• PROBLEM TO SOLVE
Which lines in the data below contain the string "name"? Show each one.
-------- DATA --------
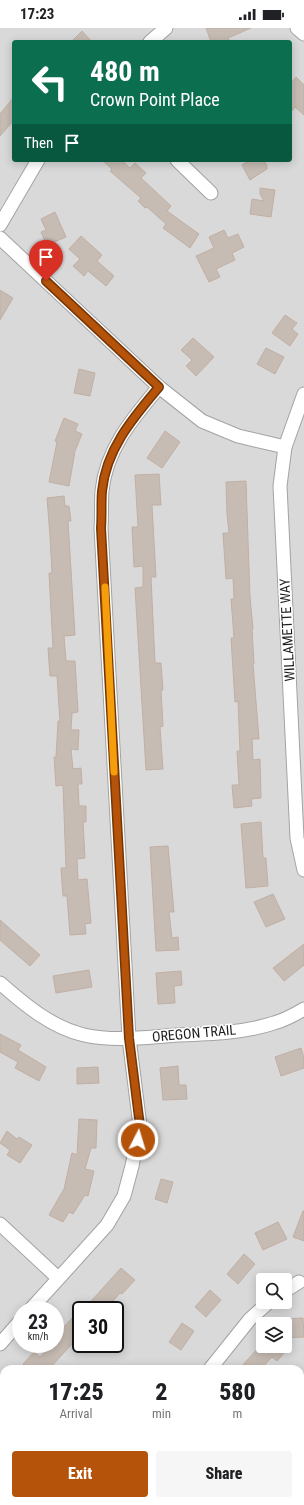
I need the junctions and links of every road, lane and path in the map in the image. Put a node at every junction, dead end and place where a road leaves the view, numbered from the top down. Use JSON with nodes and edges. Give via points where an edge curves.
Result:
{"nodes":[{"id":1,"x":166,"y":28,"type":"edge"},
{"id":2,"x":297,"y":28,"type":"edge"},
{"id":3,"x":304,"y":34,"type":"edge"},
{"id":4,"x":152,"y":40,"type":"edge"},
{"id":5,"x":37,"y":162,"type":"edge"},
{"id":6,"x":179,"y":162,"type":"edge"},
{"id":7,"x":211,"y":193,"type":"dead end"},
{"id":8,"x":0,"y":225,"type":"edge"},
{"id":9,"x":0,"y":238,"type":"edge"},
{"id":10,"x":159,"y":387,"type":"junction"},
{"id":11,"x":304,"y":394,"type":"edge"},
{"id":12,"x":285,"y":447,"type":"junction"},
{"id":13,"x":304,"y":870,"type":"edge"},
{"id":14,"x":0,"y":984,"type":"edge"},
{"id":15,"x":304,"y":1009,"type":"edge"},
{"id":16,"x":129,"y":1038,"type":"junction"},
{"id":17,"x":0,"y":1224,"type":"edge"},
{"id":18,"x":58,"y":1278,"type":"junction"},
{"id":19,"x":298,"y":1282,"type":"dead end"},
{"id":20,"x":292,"y":1286,"type":"edge"},
{"id":21,"x":38,"y":1301,"type":"edge"},
{"id":22,"x":261,"y":1309,"type":"edge"},
{"id":23,"x":12,"y":1330,"type":"edge"},
{"id":24,"x":0,"y":1344,"type":"edge"},
{"id":25,"x":213,"y":1365,"type":"edge"}],
"edges":[{"from":1,"to":4,"type":"street"},
{"from":2,"to":3,"type":"street"},
{"from":5,"to":8,"type":"street"},
{"from":6,"to":7,"type":"street"},
{"from":9,"to":10,"type":"street"},
{"from":10,"to":12,"type":"street","via":[[202,421],[238,436]]},
{"from":10,"to":16,"type":"street","via":[[120,438],[109,461],[102,490],[101,528]]},
{"from":11,"to":12,"type":"street","name":"WILLAMETTE WAY"},
{"from":12,"to":13,"type":"street","name":"WILLAMETTE WAY","via":[[280,486],[297,838]]},
{"from":14,"to":16,"type":"street","name":"OREGON TRAIL","via":[[24,1005],[59,1026],[84,1035]]},
{"from":15,"to":16,"type":"street","name":"OREGON TRAIL","via":[[278,1022],[253,1028],[216,1033]]},
{"from":16,"to":18,"type":"street","via":[[140,1126],[124,1196],[107,1225]]},
{"from":17,"to":18,"type":"street"},
{"from":18,"to":21,"type":"street"},
{"from":19,"to":20,"type":"street"},
{"from":22,"to":25,"type":"street"},
{"from":23,"to":24,"type":"street"}]}
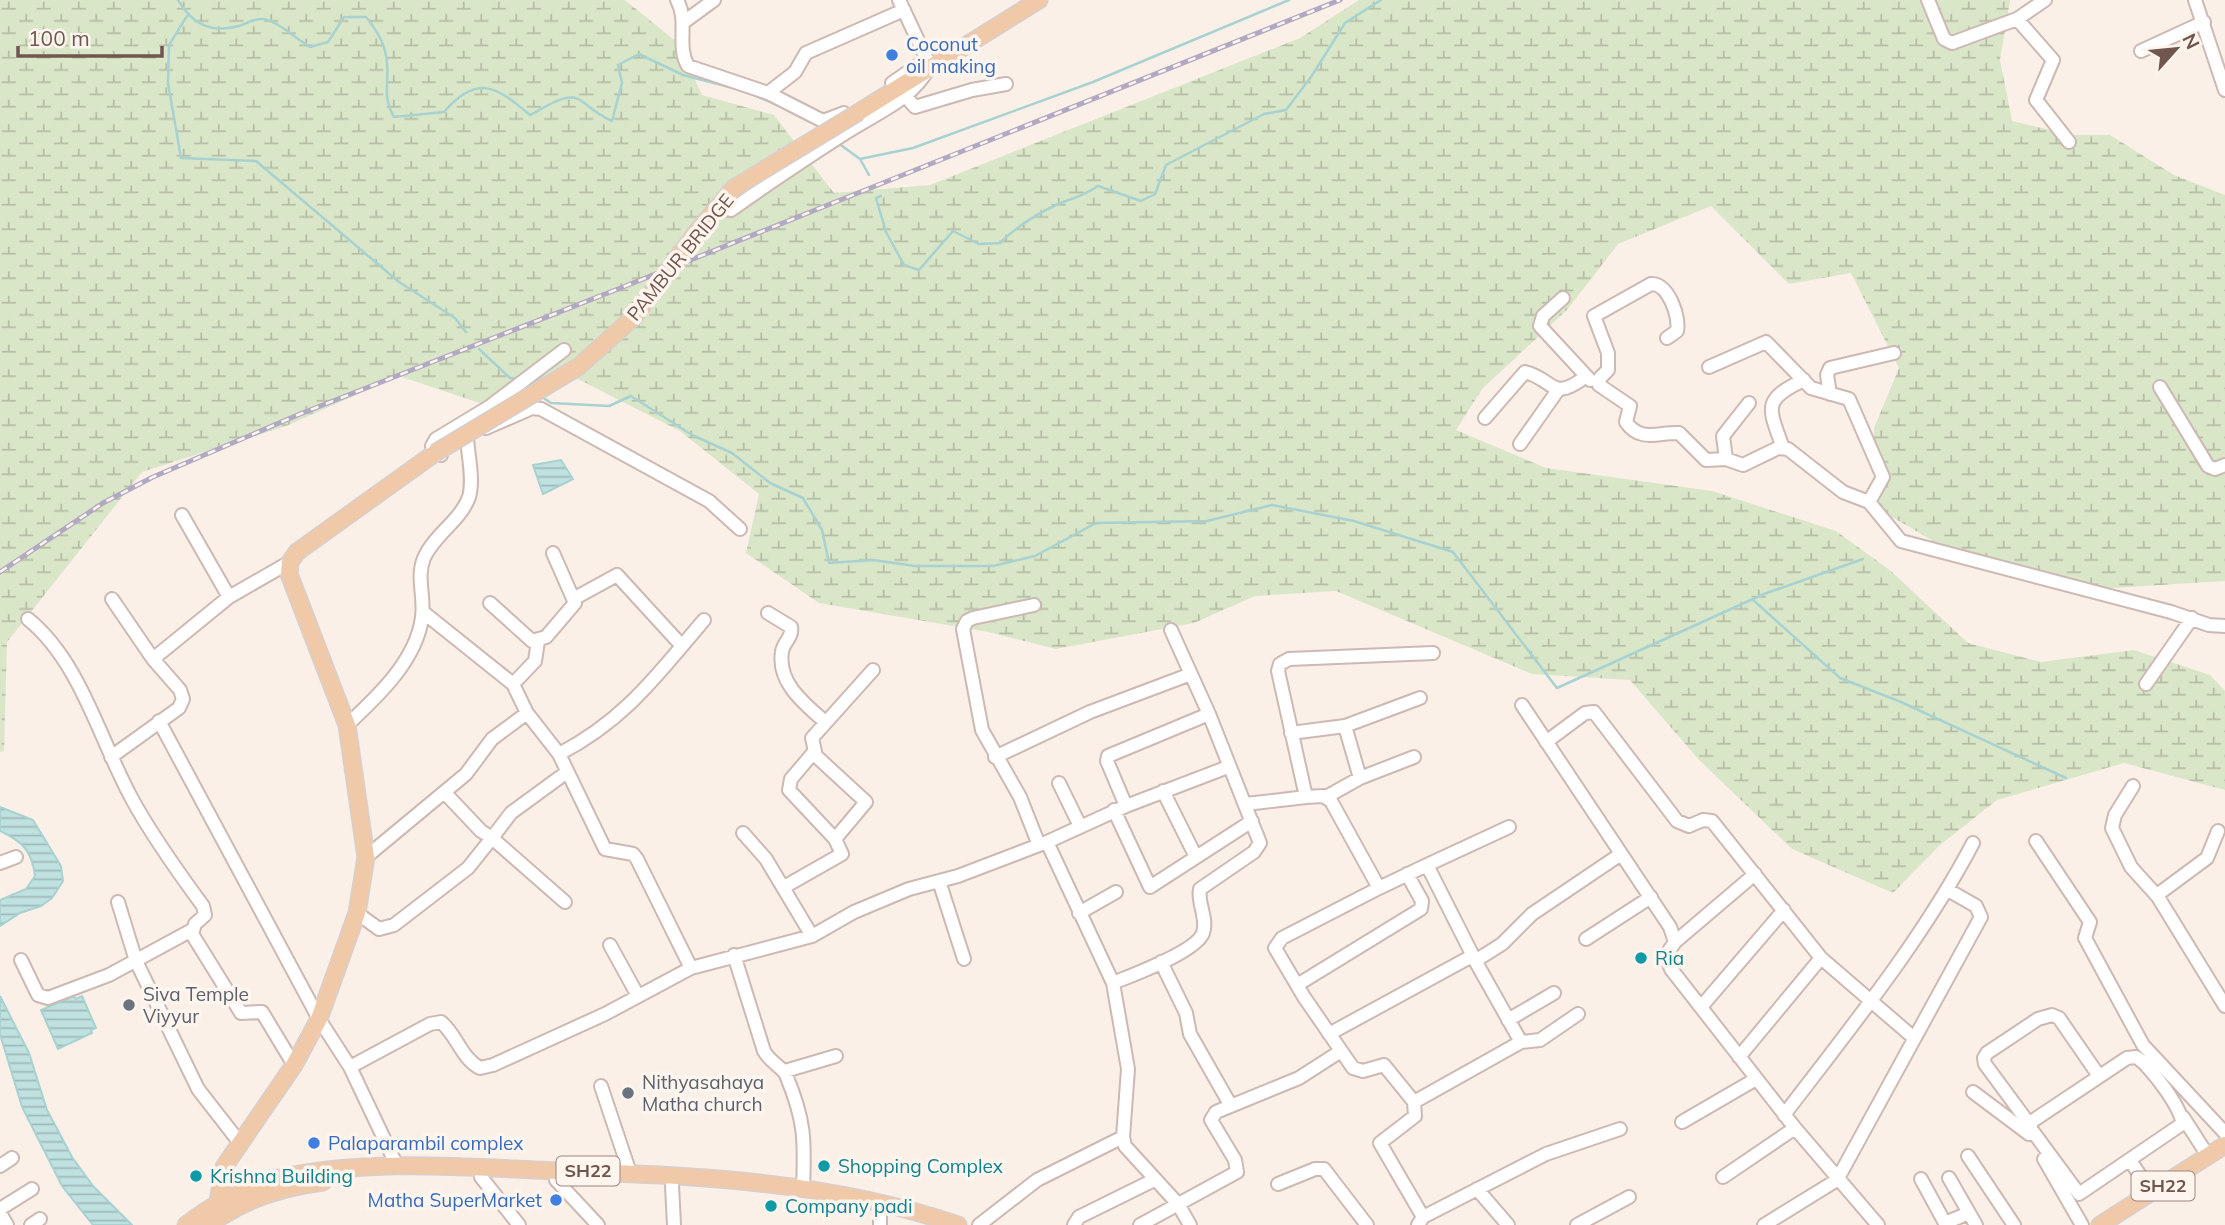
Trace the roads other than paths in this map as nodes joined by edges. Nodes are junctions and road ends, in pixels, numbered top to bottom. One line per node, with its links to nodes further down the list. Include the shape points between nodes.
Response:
1 (677, 0): 9 (street)
2 (713, 0): 9 (street)
3 (1039, 0): 12 (main road, PAMBUR BRIDGE)
4 (1928, 0): 8 (street, via 1948,43)
5 (2045, 0): 8 (street)
6 (2195, 0): 10 (street)
7 (901, 5): 12 (street); 15 (street, via 806,52 795,72)
8 (2017, 19): 17 (street, via 2053,60 2036,100)
9 (684, 22): 15 (street, via 688,65)
10 (2204, 22): 11 (street); 14 (street)
11 (2141, 51)
12 (928, 63): 15 (street, via 828,121); 16 (street, via 922,82); 35 (main road, PAMBUR BRIDGE, bridge, via 859,112 734,188 635,316 578,367)
13 (1006, 84): 16 (street, via 915,107)
14 (2225, 90)
15 (768, 93)
16 (906, 97): 18 (street)
17 (2069, 142)
18 (731, 210)
19 (1563, 298): 24 (street, via 1542,316 1540,326)
20 (1667, 338): 26 (street, via 1678,325 1665,289 1657,284 1597,312 1595,321 1609,359)
21 (564, 350): 35 (street, via 489,407 436,439)
22 (1894, 353): 29 (street, via 1830,368)
23 (1709, 367): 25 (street, via 1766,342)
24 (1585, 377): 26 (street); 28 (street)
25 (1804, 380): 29 (street, via 1815,391); 34 (street, via 1778,393 1773,401 1773,418)
26 (1599, 385): 36 (street, via 1630,406 1626,418 1633,430 1654,436 1679,433 1706,460)
27 (2160, 387): 37 (street, via 2208,466)
28 (1558, 390): 31 (street, via 1525,372); 33 (street)
29 (1829, 394): 38 (street, via 1852,402 1883,477)
30 (1749, 404): 36 (street, via 1723,436)
31 (1485, 418)
32 (467, 438): 35 (street, via 444,454); 40 (street, via 533,408 541,409 709,501); 48 (street, via 468,499 424,558 420,571)
33 (1520, 444)
34 (1783, 448): 36 (street, via 1743,466); 38 (street, via 1797,453 1843,492)
35 (435, 453): 42 (main road, PAMBUR BRIDGE, via 297,552)
36 (1726, 459)
37 (2225, 465)
38 (1869, 502): 50 (street, via 1901,541)
39 (182, 516): 43 (street)
40 (740, 529)
41 (554, 552): 44 (street)
42 (290, 562): 43 (street); 69 (main road, via 289,574)
43 (229, 597): 58 (street)
44 (575, 598): 55 (street, via 569,612); 56 (street, via 617,575)
45 (112, 599): 58 (street)
46 (490, 603): 55 (street, via 527,638)
47 (1034, 605): 76 (street, via 973,618 963,629 982,730)
48 (423, 612): 61 (street); 69 (street, via 420,633 400,668)
49 (768, 612): 68 (street, via 792,630 782,654 788,684)
50 (2192, 618): 53 (street); 62 (street)
51 (28, 619): 75 (street, via 42,630 82,693)
52 (704, 620): 56 (street)
53 (2225, 626)
54 (1171, 630): 60 (street)
55 (538, 641): 61 (street, via 535,661)
56 (682, 646): 74 (street, via 634,703 596,735)
57 (1433, 653): 71 (street, via 1283,661 1278,671)
58 (153, 659): 67 (street, via 183,699 179,708)
59 (873, 670): 68 (street)
60 (1191, 674): 66 (street); 76 (street, via 1090,712)
61 (513, 684): 65 (street)
62 (2146, 684)
63 (1420, 698): 70 (street)
64 (1522, 705): 72 (street)
65 (527, 713): 74 (street); 84 (street, via 492,739)
66 (1209, 713): 78 (street); 88 (street, via 1108,756)
67 (159, 721): 75 (street); 141 (street)
68 (825, 722): 73 (street, via 812,738)
69 (346, 725): 101 (main road)
70 (1345, 726): 71 (street); 80 (street)
71 (1291, 733): 85 (street)
72 (1546, 742): 99 (street); 106 (street, via 1585,713 1594,712 1677,821 1689,825 1712,821)
73 (814, 752): 95 (street, via 791,779 789,790); 95 (street, via 866,802)
74 (559, 754): 79 (street)
75 (111, 757): 119 (street, via 132,799 205,912)
76 (995, 757): 98 (street)
77 (1415, 757): 80 (street)
78 (1228, 767): 83 (street); 87 (street)
79 (567, 772): 94 (street, via 511,813); 131 (street, via 605,849 633,854 637,859)
80 (1360, 778): 86 (street)
81 (1059, 783): 90 (street)
82 (2133, 786): 112 (street, via 2112,828 2131,867)
83 (1163, 791): 88 (street); 102 (street)
84 (445, 793): 94 (street); 101 (street)
85 (1306, 797): 86 (street); 87 (street)
86 (1326, 797): 109 (street)
87 (1246, 804): 89 (street)
88 (1120, 808): 90 (street); 102 (street, via 1149,886)
89 (1252, 821): 102 (street); 130 (street, via 1258,848 1200,889 1204,927 1200,937)
90 (1080, 826): 98 (street)
91 (1508, 827): 104 (street)
92 (2218, 831): 112 (street, via 2207,858)
93 (743, 833): 108 (street)
94 (492, 838): 115 (street); 117 (street, via 468,868 394,925 379,929)
95 (835, 839): 108 (street, via 842,850 840,857)
96 (2036, 841): 164 (street, via 2090,922 2085,938 2143,1045)
97 (1973, 843): 110 (street)
98 (1043, 844): 107 (street); 118 (street)
99 (1621, 854): 113 (street); 125 (street, via 1532,914 1502,944)
100 (16, 857): 103 (street)
101 (366, 857): 117 (main road)
102 (1196, 857)
103 (0, 863)
104 (1427, 865): 105 (street); 125 (street)
105 (1407, 874): 109 (street); 133 (street, via 1422,901 1421,909)
106 (1755, 874): 116 (street); 122 (street)
107 (939, 881): 120 (street, via 854,912); 127 (street)
108 (784, 887): 120 (street)
109 (1379, 888): 133 (street, via 1277,943 1278,954)
110 (1948, 890): 137 (street); 144 (street, via 1976,906 1982,917)
111 (1116, 892): 118 (street)
112 (2157, 895): 134 (street)
113 (1651, 897): 121 (street); 122 (street)
114 (118, 902): 129 (street)
115 (565, 902)
116 (1784, 910): 126 (street); 139 (street)
117 (357, 913): 141 (main road)
118 (1079, 913): 132 (street)
119 (192, 930): 129 (street); 149 (street, via 236,1010 262,1012)
120 (812, 936): 124 (street)
121 (1586, 939)
122 (1675, 942): 139 (street, via 1667,961)
123 (610, 945): 136 (street)
124 (734, 955): 131 (street); 151 (street, via 764,1051 769,1061)
125 (1474, 958): 142 (street); 143 (street)
126 (1821, 958): 137 (street); 148 (street)
127 (964, 959)
128 (21, 960): 129 (street, via 43,998 85,986)
129 (136, 961): 166 (street, via 198,1088)
130 (1161, 962): 132 (street); 157 (street, via 1191,1034)
131 (691, 968): 136 (street)
132 (1113, 984): 165 (street, via 1128,1069)
133 (1297, 985): 143 (street)
134 (2221, 992): 138 (street)
135 (1554, 993): 142 (street)
136 (638, 996): 150 (street, via 493,1065 480,1068 470,1063 441,1022)
137 (1870, 1002): 144 (street); 158 (street)
138 (2225, 1006)
139 (1701, 1007): 148 (street)
140 (1578, 1014): 145 (street, via 1540,1040)
141 (319, 1019): 149 (main road); 150 (street)
142 (1508, 1020): 145 (street)
143 (1329, 1034): 146 (street)
144 (1914, 1038): 181 (street)
145 (1521, 1042): 156 (street)
146 (1341, 1051): 156 (street, via 1357,1071 1380,1064 1390,1069); 157 (street, via 1299,1077)
147 (836, 1056): 151 (street)
148 (1739, 1057): 153 (street)
149 (294, 1065): 166 (main road)
150 (350, 1067): 173 (street)
151 (785, 1071): 184 (street, via 806,1136)
152 (2099, 1076): 159 (street, via 2136,1057 2146,1064); 161 (street); 161 (street, via 2059,1018 2052,1015 2038,1019 1987,1053 1985,1064)
153 (1756, 1079): 158 (street); 160 (street)
154 (601, 1086): 174 (street)
155 (1973, 1092): 214 (street, via 2028,1134)
156 (1414, 1102): 194 (street, via 1415,1116 1380,1143)
157 (1231, 1106): 189 (street, via 1216,1112 1211,1121 1235,1160 1237,1172)
158 (1784, 1115): 163 (street)
159 (2183, 1117): 169 (street); 171 (street, via 2179,1128)
160 (1682, 1122)
161 (2030, 1125): 171 (street, via 2080,1194)
162 (1620, 1129): 186 (street, via 1546,1154)
163 (1795, 1129): 176 (street); 181 (street)
164 (2225, 1133)
165 (1123, 1137): 180 (street, via 1130,1155); 203 (street, via 1037,1180)
166 (240, 1143): 190 (main road, via 225,1167)
167 (2225, 1145): 169 (main road, SH22)
168 (1968, 1156): 213 (street)
169 (2208, 1156): 187 (main road, SH22)
170 (12, 1158): 172 (street)
171 (2131, 1162): 187 (street)
172 (0, 1166)
173 (397, 1166): 174 (main road, SH22); 190 (main road, SH22, via 279,1178)
174 (630, 1173): 184 (main road, SH22, via 720,1177)
175 (481, 1177): 179 (main road, SH22); 190 (main road, SH22, via 390,1176 322,1182); 198 (street)
176 (1723, 1177)
177 (1949, 1178): 193 (street)
178 (1921, 1179): 193 (street, via 1945,1223)
179 (556, 1180): 183 (main road, SH22); 199 (street)
180 (1154, 1180): 189 (street); 204 (street, via 1079,1217)
181 (1837, 1180): 210 (street); 211 (street)
182 (1278, 1184): 207 (street, via 1324,1169)
183 (672, 1185): 192 (main road, SH22, via 769,1193); 200 (street)
184 (803, 1188): 192 (main road, SH22)
185 (32, 1189): 191 (street)
186 (1476, 1189): 194 (street); 208 (street)
187 (2152, 1193): 215 (main road, SH22)
188 (1629, 1197): 209 (street)
189 (1178, 1204): 205 (street); 206 (street)
190 (222, 1208): 196 (main road, SH22); 197 (main road, SH22)
191 (0, 1211): 195 (street)
192 (880, 1213): 201 (main road, SH22); 202 (main road, SH22)
193 (1969, 1213): 212 (street)
194 (1421, 1221)
195 (7, 1225)
196 (186, 1225)
197 (209, 1225)
198 (519, 1225)
199 (598, 1225)
200 (674, 1225)
201 (927, 1225)
202 (958, 1225)
203 (979, 1225)
204 (1074, 1225)
205 (1139, 1225)
206 (1190, 1225)
207 (1367, 1225)
208 (1508, 1225)
209 (1577, 1225)
210 (1765, 1225)
211 (1878, 1225)
212 (1976, 1225)
213 (2014, 1225)
214 (2082, 1225)
215 (2100, 1225)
--------
• RESULT
{"from":11,"to":12,"type":"street","name":"WILLAMETTE WAY"},
{"from":12,"to":13,"type":"street","name":"WILLAMETTE WAY","via":[[280,486],[297,838]]},
{"from":14,"to":16,"type":"street","name":"OREGON TRAIL","via":[[24,1005],[59,1026],[84,1035]]},
{"from":15,"to":16,"type":"street","name":"OREGON TRAIL","via":[[278,1022],[253,1028],[216,1033]]},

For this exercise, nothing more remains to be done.